The question is whether the officer’s mistaken belief that the warrant contained the proper language was a reasonable belief. In my view, it was. A law enforcement officer charged with leading a team to execute a search warrant for *568 illegal weapons must fulfill a number of serious responsibilities. The officer must establish probable cause to believe the crime has been committed and that evidence is likely to be found at the place to be searched; must articulate specific items that can be seized, and a specific place to be searched; must obtain the warrant from a magistrate judge; and must instruct a search team to execute the warrant within the time allowed by the warrant. The officer must also oversee the execution of the warrant in a way that protects officer safety, directs a thorough and professional search for the evidence, and avoids unnecessary destruction of property. These difficult and important tasks demand the officer’s full attention in the heat of an ongoing and often dangerous criminal investigation.
An officer who complies fully with all of these duties can be excused for not being aware that he had made a clerical error in the course of filling out the proposed warrant. See Maryland v. Garrison, 480 U.S. 79, 87, 107 S.Ct. 1013, 94 L.Ed.2d 72 (1987) (recognizing “the need to allow some latitude for honest mistakes that are made by officers in the dangerous and difficult process of making arrests and executing search warrants”). An officer who drafts an affidavit, types up an application and proposed warrant, and then obtains a judge’s approval naturally assumes that he has filled out the warrant form correctly. Even if the officer checks over the warrant, he may very well miss a mistake. We all tend toward myopia when looking for our own errors. Every lawyer and every judge can recite examples of documents that they wrote, checked, and double-checked, but that still contained glaring errors. Law enforcement officers are no different. It would be better if the officer recognizes the error, of course. It would be better still if he does not make the mistake in the first place. In the context of an otherwise proper search, however, an officer’s failure to recognize his clerical error on a warrant form can be a reasonable mistake.

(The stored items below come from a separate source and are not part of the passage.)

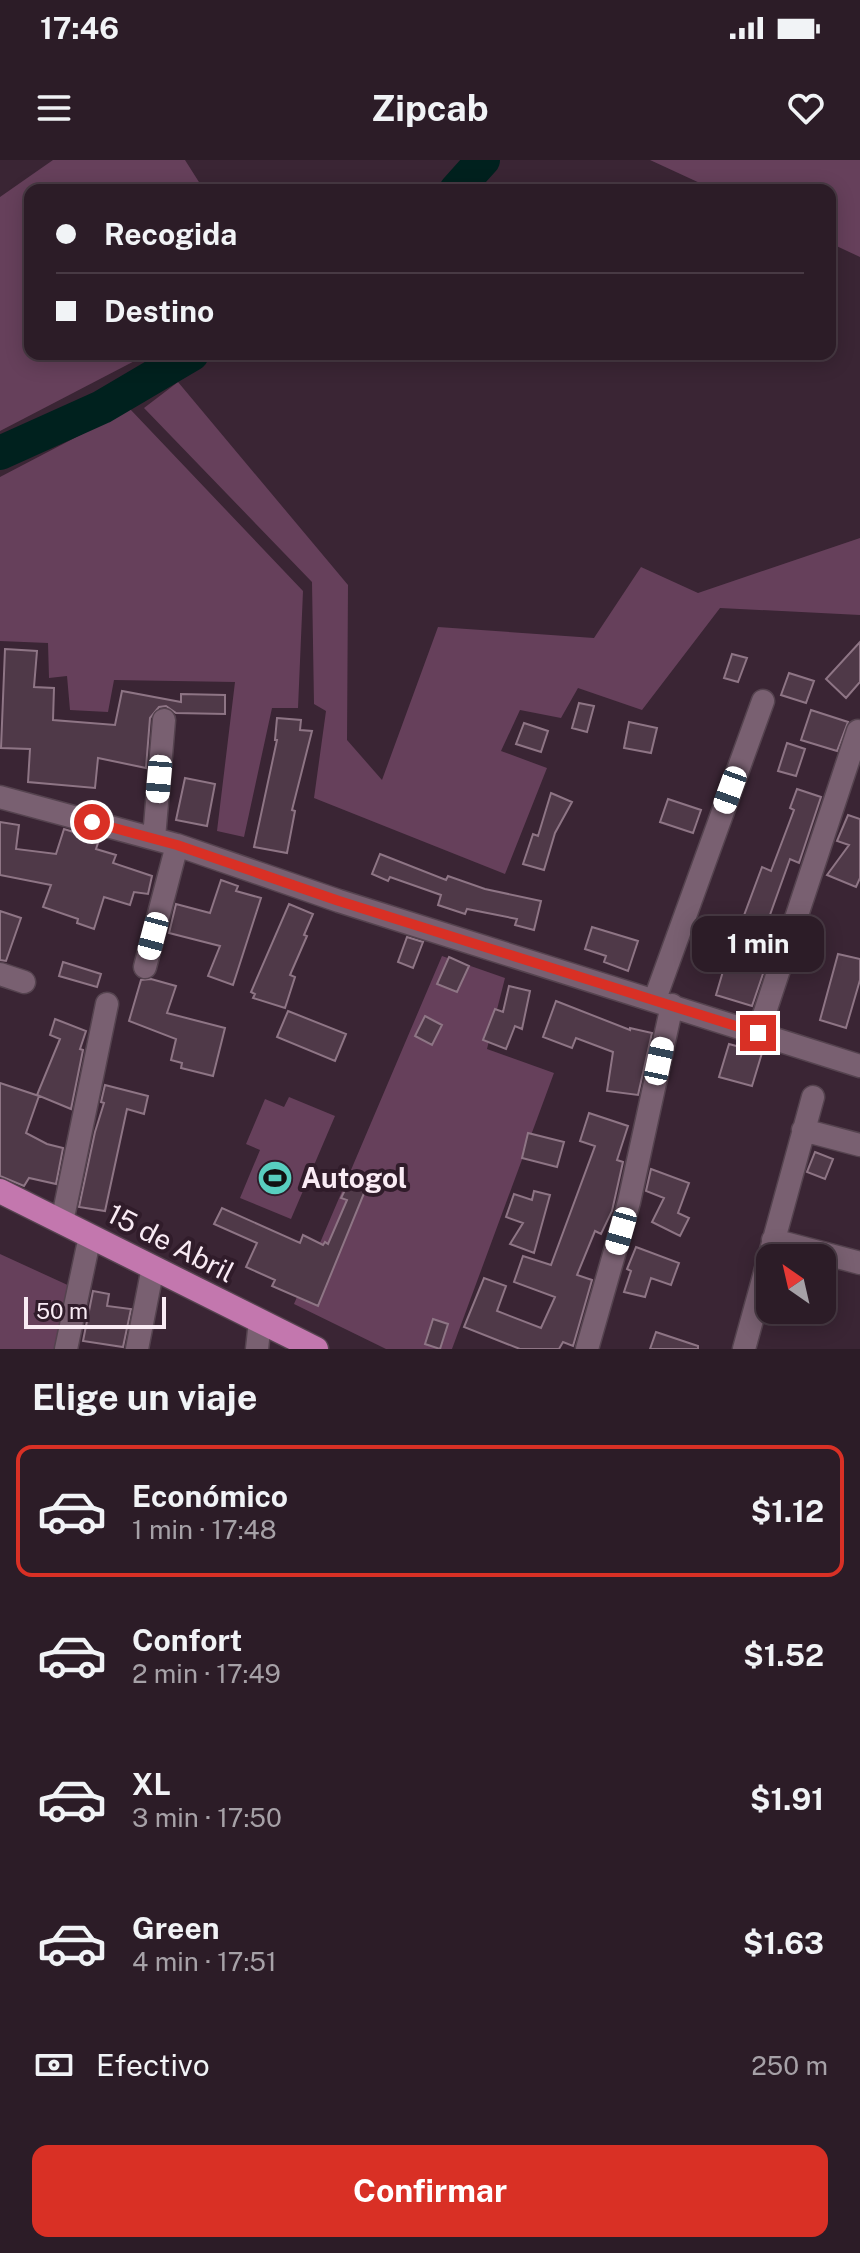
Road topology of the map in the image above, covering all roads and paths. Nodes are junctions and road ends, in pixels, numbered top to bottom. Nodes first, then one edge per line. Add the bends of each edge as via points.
1 (763, 701) dead end
2 (164, 720) dead end
3 (858, 731) dead end
4 (0, 797) edge
5 (154, 838) junction
6 (177, 845) junction
7 (145, 967) dead end
8 (0, 974) edge
9 (24, 982) dead end
10 (663, 1002) junction
11 (107, 1004) dead end
12 (758, 1033) junction
13 (860, 1066) edge
14 (813, 1097) dead end
15 (803, 1130) junction
16 (860, 1145) edge
17 (0, 1191) edge
18 (62, 1222) junction
19 (90, 1236) junction
20 (773, 1240) junction
21 (860, 1263) edge
22 (153, 1267) junction
23 (260, 1321) junction
24 (66, 1349) edge
25 (137, 1349) edge
26 (257, 1349) edge
27 (316, 1349) edge
28 (587, 1349) edge
29 (744, 1349) edge

1 - 10 street
2 - 5 street
3 - 12 street
4 - 5 street
5 - 6 street
6 - 7 street
6 - 10 street
8 - 9 street
10 - 12 street
10 - 28 street via 629,1202
11 - 18 street
12 - 13 street
14 - 15 street
15 - 16 street
15 - 20 street
17 - 18 main road, 15 de Abril
18 - 19 main road, 15 de Abril
19 - 22 main road, 15 de Abril
19 - 24 street
20 - 21 street
20 - 29 street
22 - 23 main road, 15 de Abril
22 - 25 street
23 - 26 street
23 - 27 main road, 15 de Abril

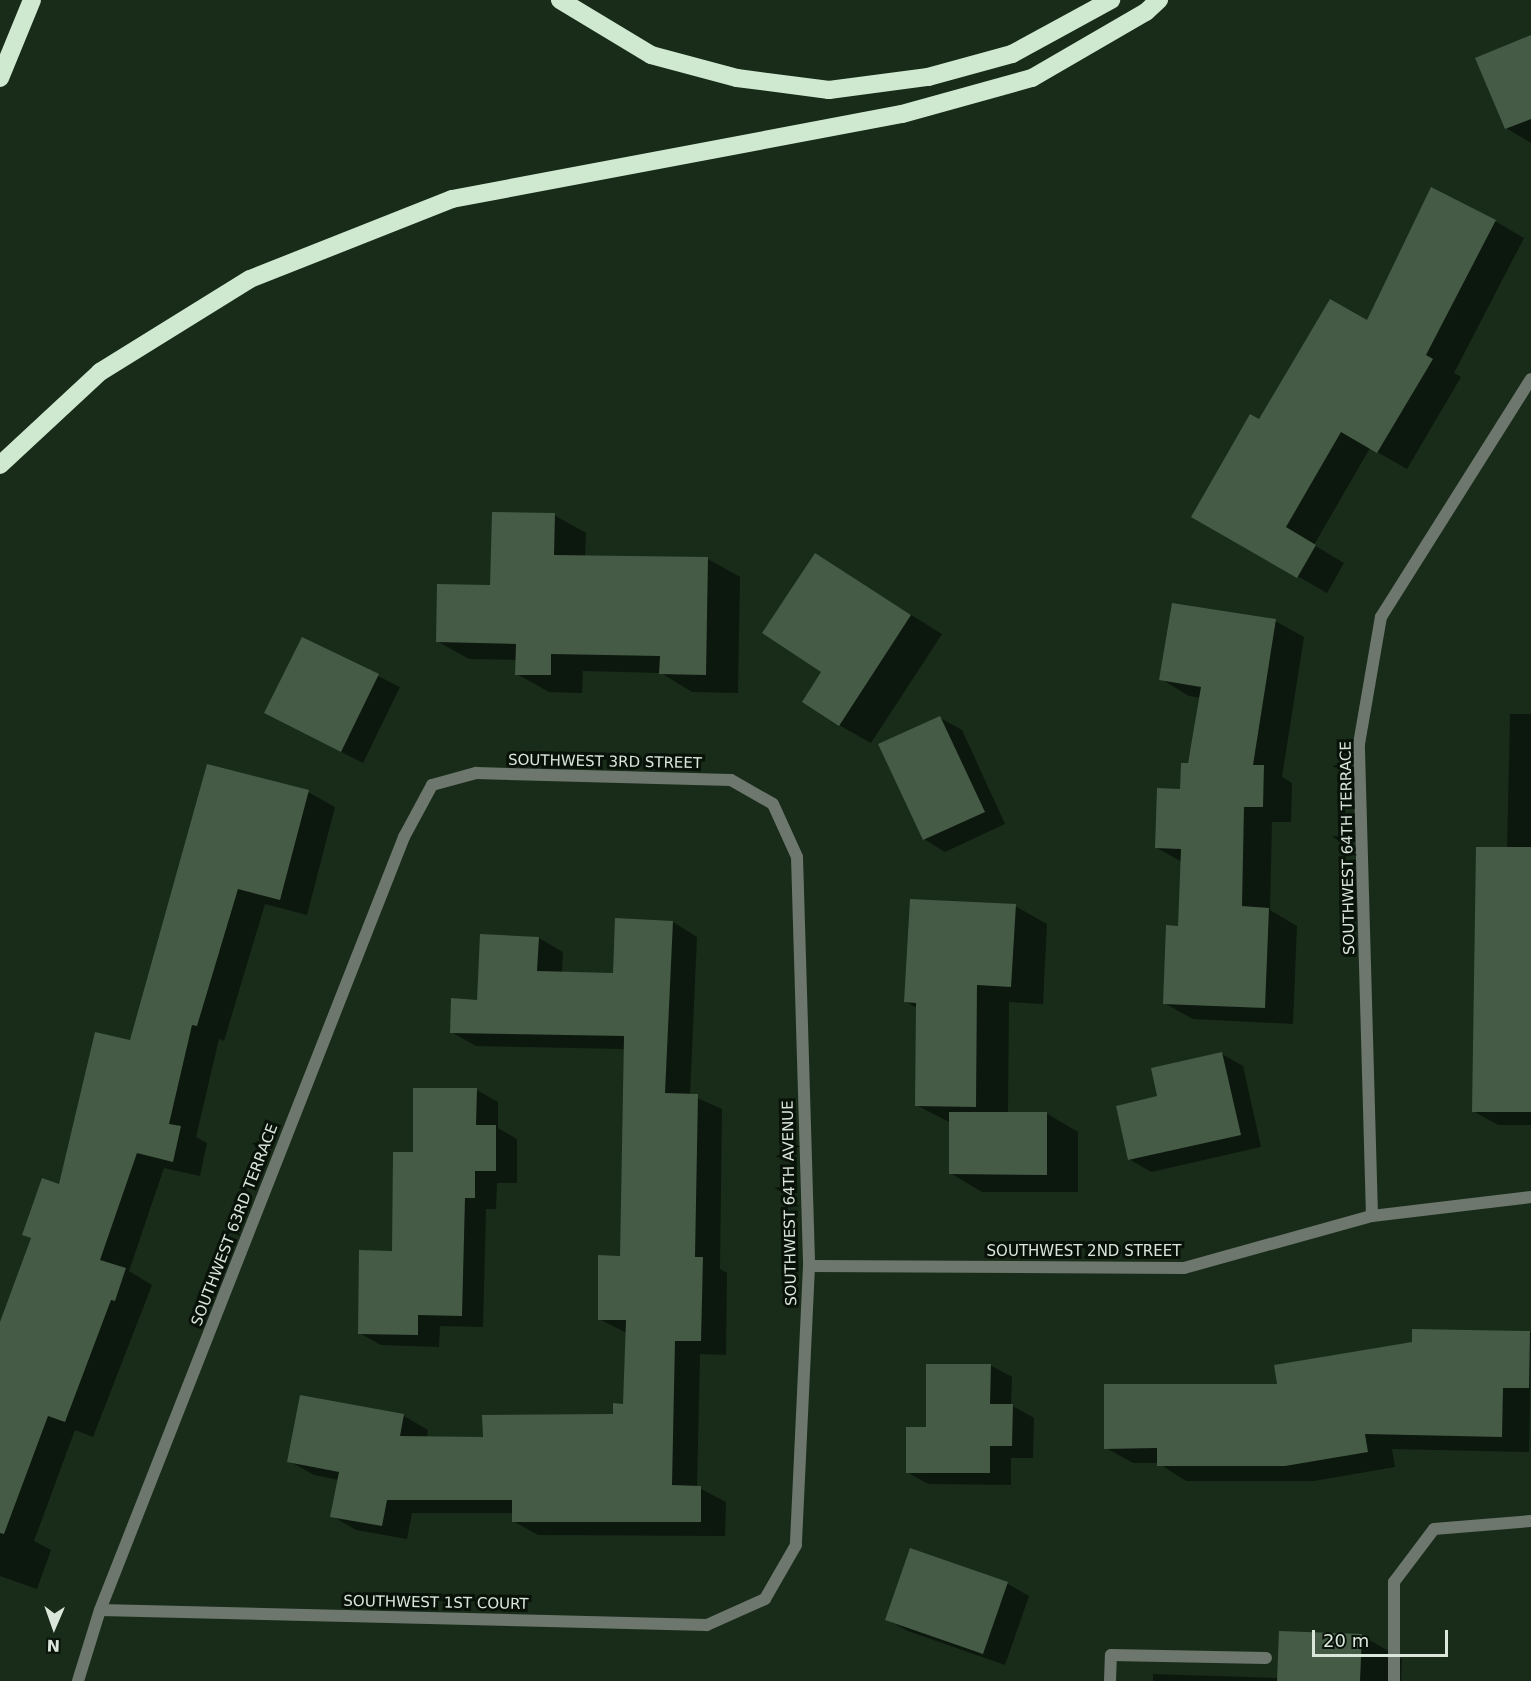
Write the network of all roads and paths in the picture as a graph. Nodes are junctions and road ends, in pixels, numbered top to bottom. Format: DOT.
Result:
graph roads {
  1 [pos="32,0"];
  2 [pos="560,0"];
  3 [pos="1111,0"];
  4 [pos="1159,0"];
  5 [pos="0,78"];
  6 [pos="1531,379"];
  7 [pos="0,465"];
  8 [pos="432,785"];
  9 [pos="773,804"];
  10 [pos="1531,1197"];
  11 [pos="1372,1216"];
  12 [pos="809,1266"];
  13 [pos="1531,1521"];
  14 [pos="765,1599"];
  15 [pos="100,1610"];
  16 [pos="1266,1658"];
  17 [pos="78,1681"];
  18 [pos="1110,1681"];
  19 [pos="1394,1681"];
  1 -- 5 [label="highway"];
  2 -- 3 [label="highway"];
  4 -- 7 [label="highway"];
  6 -- 11 [label="street, SOUTHWEST 64TH TERRACE"];
  8 -- 9 [label="street, SOUTHWEST 3RD STREET"];
  8 -- 15 [label="street, SOUTHWEST 63RD TERRACE"];
  9 -- 12 [label="street, SOUTHWEST 64TH AVENUE"];
  10 -- 11 [label="street, SOUTHWEST 2ND STREET"];
  11 -- 12 [label="street, SOUTHWEST 2ND STREET"];
  12 -- 14 [label="street, SOUTHWEST 64TH AVENUE"];
  13 -- 19 [label="street"];
  14 -- 15 [label="street, SOUTHWEST 1ST COURT"];
  15 -- 17 [label="street, SOUTHWEST 63RD TERRACE"];
  16 -- 18 [label="street"];
}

*569 The Court reaches a different result by construing the officer’s error as a mistake of law rather than a mistake of fact. According to the Court, the officer should not receive qualified immunity because “no reasonable officer could believe that a warrant that plainly did not comply with [the particularity] requirement was valid.” Ante, at 1293. The majority is surely right that a reasonable officer must know that a defective warrant is invalid. This much is obvious, if not tautological. It is also irrelevant, for the essential question here is whether a reasonable officer in petitioner’s position would necessarily know that the warrant had a clerical error in the first place. The issue in this case is whether an officer can reasonably fail to recognize a clerical error, not whether an officer who recognizes a clerical error can reasonably conclude that a defective warrant is legally valid.
The Court gives little attention to this important and difficult question. It receives**1297 only two sentences at the very end of the Court’s opinion. In the first sentence, the Court quotes dictum from United States v. Leon, 468 U.S. 897, 923, 104 S.Ct. 3405 (1984), to the effect that “ ‘a warrant may be so facially deficient- i.e., in failing to particularize the place to be searched or the things to be seized-that the executing officers cannot reasonably presume it to be valid.’ ” Ante, at 1294. In the second sentence, the Court informs us without explanation that “[t]his is such a case.” Ante, at 1294. This reasoning is not convincing.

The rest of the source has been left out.